Top-line results indicate that the 20 µg dose, administered every two weeks, met the pre-specified primary endpoint in the Completer population, but not in the mITT population.  Among the patients who completed the protocol (n = 113), the patients on the 20 µg dose at 13 weeks showed a mean increase on the SIB of 1.5 vs. a decrease in the placebo group of -1.1 (improvement of 2.6) (p < 0.07) (n = 80), whereas, in the mITT population, the 20 mcg group had a mean increase on the SIB of 1.2 vs. a decrease in the placebo group of -0.8 (improvement of 2.0) (p < 0.134) (n = 90).

A total of 147 patients were enrolled into the study; 135 patients in the mITT population and 113 in the Completer population. The Alzheimer Disease Cooperative Study Activities of Daily Living Inventory Severe Impairment version (ADCS-ADL-SIV) was a secondary endpoint. The p values for the comparisons between 20 µg and placebo for the ADCS-ADL endpoint were 0.082 and 0.104, respectively, among the patients who completed the protocol in the mITT population. Analysis of secondary and numerous additional exploratory endpoints are ongoing.

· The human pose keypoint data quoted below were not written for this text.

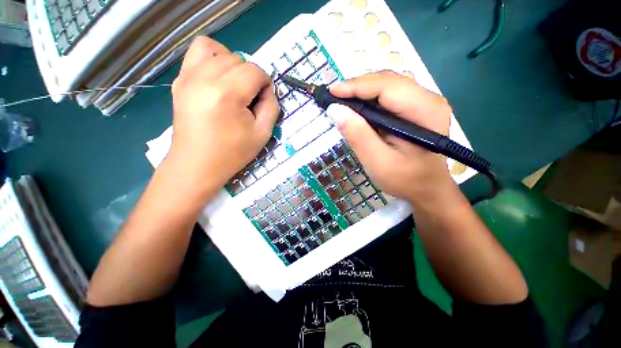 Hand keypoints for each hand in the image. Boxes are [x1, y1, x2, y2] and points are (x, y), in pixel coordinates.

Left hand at [169, 37, 278, 195]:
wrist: (197, 164)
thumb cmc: (233, 153)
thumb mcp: (262, 134)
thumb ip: (271, 107)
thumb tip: (268, 89)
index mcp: (227, 94)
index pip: (255, 71)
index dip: (266, 83)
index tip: (264, 99)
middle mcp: (204, 78)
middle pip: (238, 59)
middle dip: (251, 76)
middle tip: (250, 98)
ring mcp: (188, 76)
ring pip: (217, 50)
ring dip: (233, 64)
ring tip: (234, 85)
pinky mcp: (180, 80)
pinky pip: (197, 52)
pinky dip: (213, 58)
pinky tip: (218, 78)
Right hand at [327, 71, 453, 204]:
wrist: (427, 189)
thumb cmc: (405, 179)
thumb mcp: (377, 161)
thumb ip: (358, 135)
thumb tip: (335, 109)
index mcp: (424, 111)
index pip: (386, 86)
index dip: (356, 86)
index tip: (331, 91)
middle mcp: (429, 99)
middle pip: (388, 81)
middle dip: (358, 86)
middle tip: (334, 97)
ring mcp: (424, 102)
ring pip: (388, 85)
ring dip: (363, 91)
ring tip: (343, 101)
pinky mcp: (417, 109)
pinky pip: (390, 95)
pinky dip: (370, 98)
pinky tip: (359, 108) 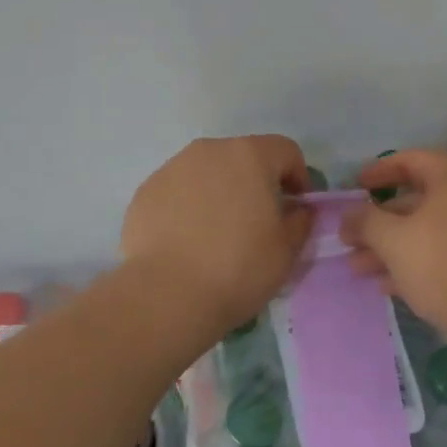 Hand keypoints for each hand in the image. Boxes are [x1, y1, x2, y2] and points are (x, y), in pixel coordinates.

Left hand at [120, 136, 313, 335]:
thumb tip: (297, 209)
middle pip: (243, 157)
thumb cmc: (238, 269)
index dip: (298, 177)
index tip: (296, 208)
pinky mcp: (145, 192)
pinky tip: (188, 241)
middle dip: (256, 182)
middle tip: (258, 221)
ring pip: (208, 172)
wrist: (167, 295)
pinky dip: (189, 206)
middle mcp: (209, 151)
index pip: (286, 151)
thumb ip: (300, 220)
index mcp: (250, 156)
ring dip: (220, 192)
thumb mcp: (287, 250)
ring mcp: (172, 168)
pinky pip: (178, 191)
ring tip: (218, 232)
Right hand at [341, 150, 446, 354]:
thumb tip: (349, 214)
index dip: (378, 172)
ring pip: (427, 233)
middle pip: (416, 200)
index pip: (410, 160)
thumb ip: (365, 222)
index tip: (354, 188)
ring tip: (357, 268)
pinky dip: (415, 265)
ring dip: (391, 248)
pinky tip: (387, 286)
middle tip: (348, 239)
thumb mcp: (395, 240)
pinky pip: (443, 257)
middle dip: (379, 222)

Together these results indicate, in this relatively small trial, that Bryostatin-1, at the 20 µg dose, improved outcomes in  important dimensions that are impaired in patients with moderate to severe Alzheimer's disease i.e., cognition and the ability to care for oneself. Since most of the patients in this study were already taking donepezil and/or memantine, the efficacy of Bryostatin-1 was in addition to standard of care.

The safety profile of Bryostatin-1 20 µg was similar to that of the placebo group except for a somewhat higher incidence of diarrhea. Fewer adverse events were reported in patients in the 20 µg group, compared to the 40 µg group. The mean age of patients in the study was 72 years and similar across all three treatment groups.

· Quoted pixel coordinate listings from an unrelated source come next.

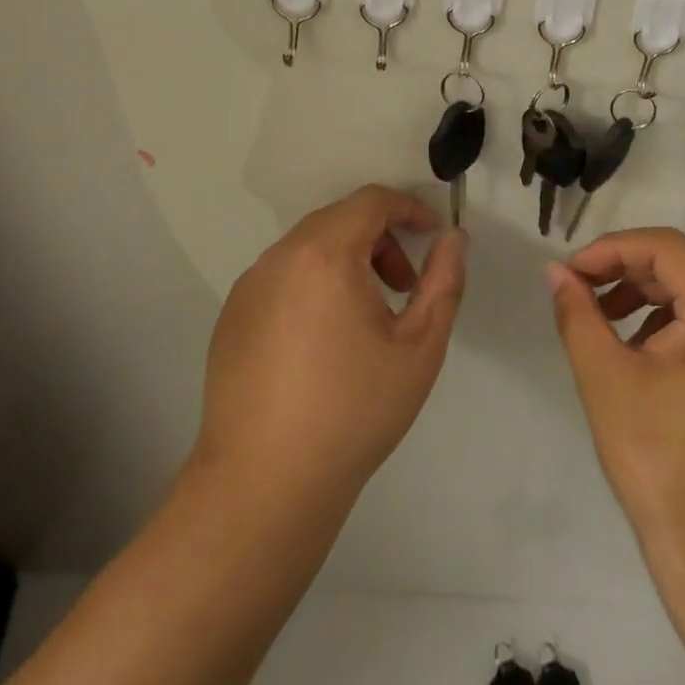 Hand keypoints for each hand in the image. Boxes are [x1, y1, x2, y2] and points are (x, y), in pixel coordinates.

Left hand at [196, 185, 466, 509]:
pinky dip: (313, 284)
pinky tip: (324, 341)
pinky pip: (282, 277)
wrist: (264, 484)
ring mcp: (248, 287)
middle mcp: (279, 258)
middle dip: (380, 239)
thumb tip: (453, 240)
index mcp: (325, 255)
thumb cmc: (354, 411)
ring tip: (367, 318)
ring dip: (346, 261)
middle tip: (404, 286)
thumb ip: (444, 282)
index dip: (408, 208)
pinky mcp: (231, 317)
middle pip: (338, 220)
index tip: (433, 236)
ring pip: (307, 248)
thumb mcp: (419, 347)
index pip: (370, 201)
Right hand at [547, 229, 684, 574]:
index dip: (610, 249)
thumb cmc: (664, 466)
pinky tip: (631, 352)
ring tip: (598, 324)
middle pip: (680, 267)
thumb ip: (578, 315)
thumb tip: (556, 271)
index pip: (666, 248)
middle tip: (575, 294)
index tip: (568, 273)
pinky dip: (661, 324)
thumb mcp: (607, 381)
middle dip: (622, 272)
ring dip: (639, 296) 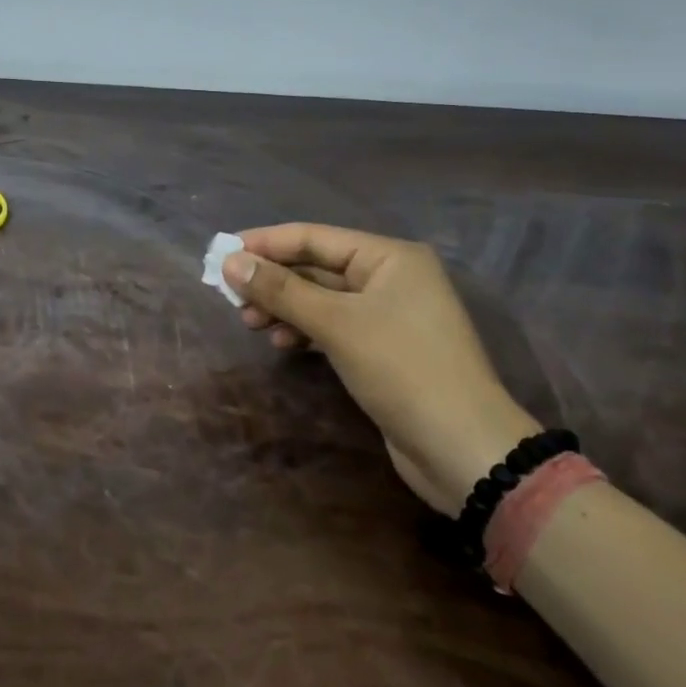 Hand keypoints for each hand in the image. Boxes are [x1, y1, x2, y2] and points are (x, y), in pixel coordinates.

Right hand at [224, 223, 539, 513]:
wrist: (463, 449)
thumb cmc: (402, 369)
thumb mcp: (336, 324)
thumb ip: (281, 290)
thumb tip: (230, 262)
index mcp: (388, 257)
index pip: (314, 237)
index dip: (265, 244)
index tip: (221, 254)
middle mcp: (391, 277)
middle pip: (316, 267)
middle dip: (273, 281)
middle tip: (231, 297)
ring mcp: (389, 314)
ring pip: (321, 298)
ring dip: (284, 307)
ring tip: (250, 323)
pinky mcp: (384, 348)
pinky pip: (333, 325)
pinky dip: (305, 330)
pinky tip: (283, 344)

"The results of this relatively small randomized, double-blind, placebo controlled study of Bryostatin-1 shows that Bryostatin-1 has the potential to positively impact the lives of these severely debilitated patients with moderate to severe AD, a population that is in dire need of new therapies, especially drugs with a new mechanism of action," said Dr. Susanne Wilke, Neurotrope's Chief Executive Officer. "We are excited to take the next steps in advancing the development of Bryostatin-1 to treat this serious disease that every year becomes a larger and larger public health burden in the U.S. and around the world. Additional development, with a path to Phase 3, is clearly warranted."

"These results, which show improvement in patients with moderate to severe Alzheimer's disease, the population that is generally recognized as the most difficult to treat, provide exciting evidence of a new therapeutic approach potentially could rejuvenate synaptic networks in the brain. Improvements across the range of important manifestations of the underlying neurodegenerative disease, as shown in this Phase 2 study, could potentially represent a shift in the paradigm to treat Alzheimer's disease," said Dr. Daniel Alkon, President and Chief Scientific Officer of Neurotrope. "I would also like to thank the National Cancer Institute for their generous donation of the Bryostatin-1 we have used in our clinical trials."

Further analysis of the data from the Phase 2 -202 Study is ongoing, and Neurotrope plans to present more data and analyses from this study at future medical conferences.  Once all of the data and analyses have been reviewed, the Company plans to meet with the Food and Drug Administration (FDA) to address the clinical and regulatory path forward for Bryostatin-1.